[Problem to work on]: All of the data must be written out verbatim, with pictures excluded.
━━━ Data for this exercise ━━━
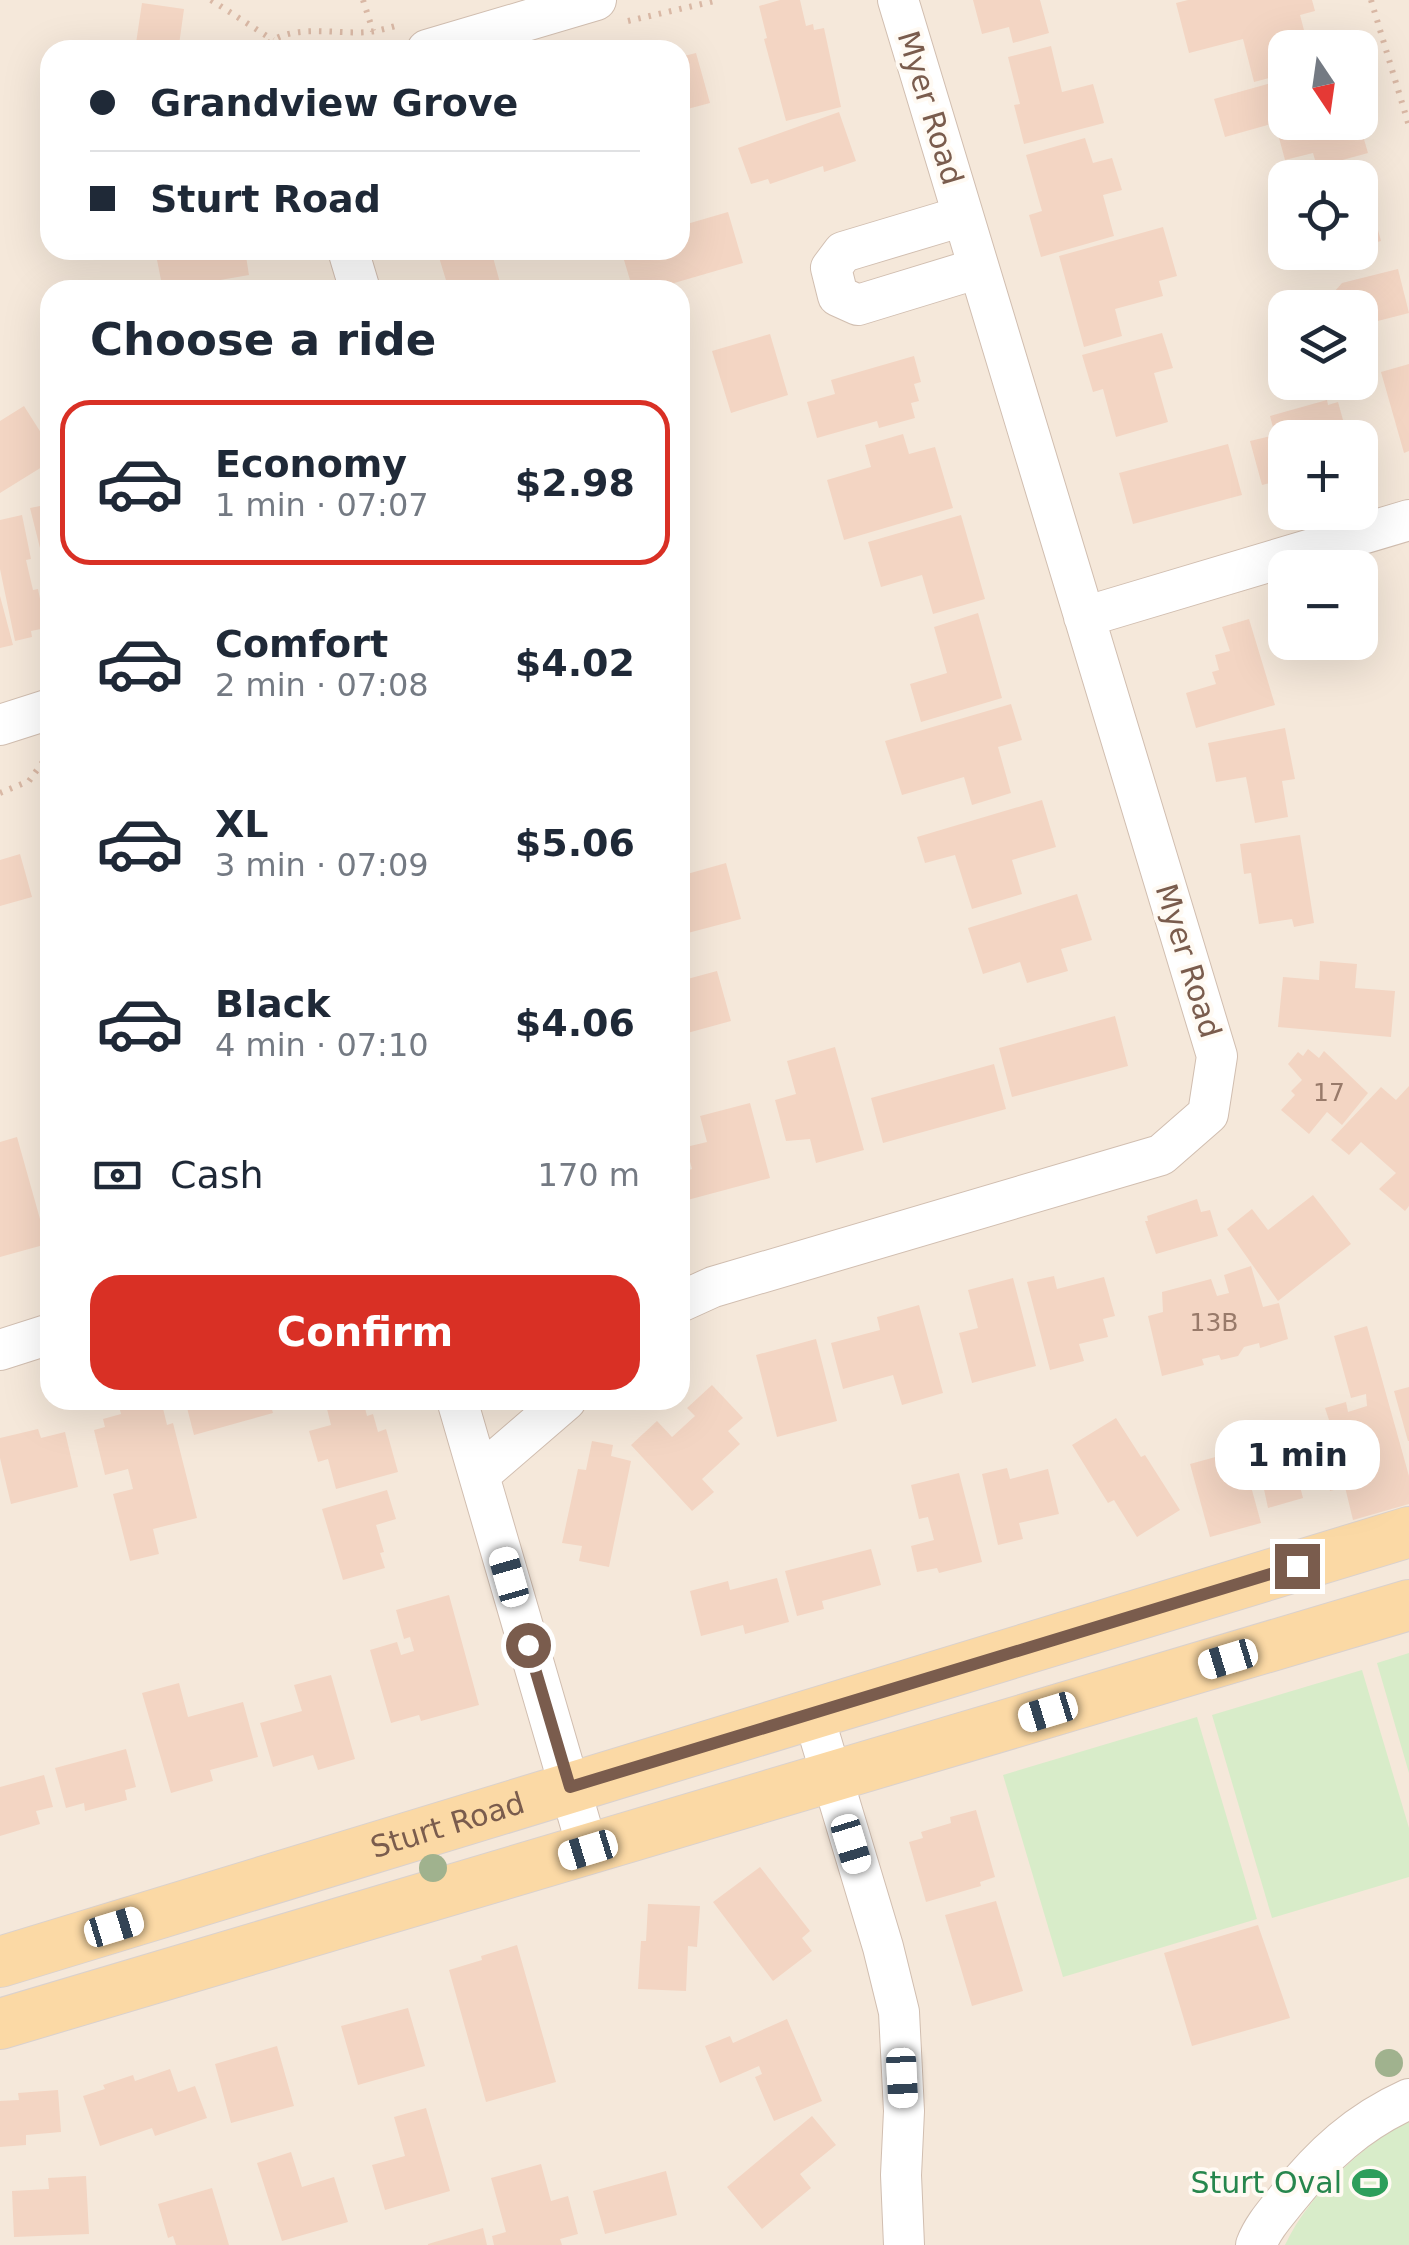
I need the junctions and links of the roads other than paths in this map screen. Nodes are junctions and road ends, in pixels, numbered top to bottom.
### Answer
1 (596, 0) edge
2 (898, 0) edge
3 (416, 37) edge
4 (963, 216) junction
5 (979, 268) junction
6 (1409, 520) edge
7 (1084, 617) junction
8 (40, 712) edge
9 (0, 725) edge
10 (690, 1297) edge
11 (40, 1337) edge
12 (0, 1350) edge
13 (459, 1410) edge
14 (554, 1410) edge
15 (479, 1475) junction
16 (1409, 1532) edge
17 (1409, 1605) edge
18 (813, 1714) junction
19 (830, 1777) junction
20 (570, 1787) junction
21 (588, 1850) junction
22 (0, 1962) edge
23 (0, 2024) edge
24 (1409, 2099) edge
25 (904, 2245) edge
26 (1256, 2245) edge

1 - 3 street
2 - 4 street, Myer Road
4 - 5 street, Myer Road
4 - 5 street, Myer Road
5 - 7 street, Myer Road
6 - 7 street
7 - 10 street, Myer Road
8 - 9 street
11 - 12 street
13 - 15 street
14 - 15 street
15 - 20 street
16 - 18 main road, Sturt Road
17 - 19 main road
18 - 19 street
18 - 20 main road, Sturt Road
19 - 21 main road
19 - 25 street
20 - 21 street
20 - 22 main road, Sturt Road
21 - 23 main road
24 - 26 street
━━━
[Response below]:
I need the junctions and links of the roads other than paths in this map screen. Nodes are junctions and road ends, in pixels, numbered top to bottom.
### Answer
1 (596, 0) edge
2 (898, 0) edge
3 (416, 37) edge
4 (963, 216) junction
5 (979, 268) junction
6 (1409, 520) edge
7 (1084, 617) junction
8 (40, 712) edge
9 (0, 725) edge
10 (690, 1297) edge
11 (40, 1337) edge
12 (0, 1350) edge
13 (459, 1410) edge
14 (554, 1410) edge
15 (479, 1475) junction
16 (1409, 1532) edge
17 (1409, 1605) edge
18 (813, 1714) junction
19 (830, 1777) junction
20 (570, 1787) junction
21 (588, 1850) junction
22 (0, 1962) edge
23 (0, 2024) edge
24 (1409, 2099) edge
25 (904, 2245) edge
26 (1256, 2245) edge

1 - 3 street
2 - 4 street, Myer Road
4 - 5 street, Myer Road
4 - 5 street, Myer Road
5 - 7 street, Myer Road
6 - 7 street
7 - 10 street, Myer Road
8 - 9 street
11 - 12 street
13 - 15 street
14 - 15 street
15 - 20 street
16 - 18 main road, Sturt Road
17 - 19 main road
18 - 19 street
18 - 20 main road, Sturt Road
19 - 21 main road
19 - 25 street
20 - 21 street
20 - 22 main road, Sturt Road
21 - 23 main road
24 - 26 street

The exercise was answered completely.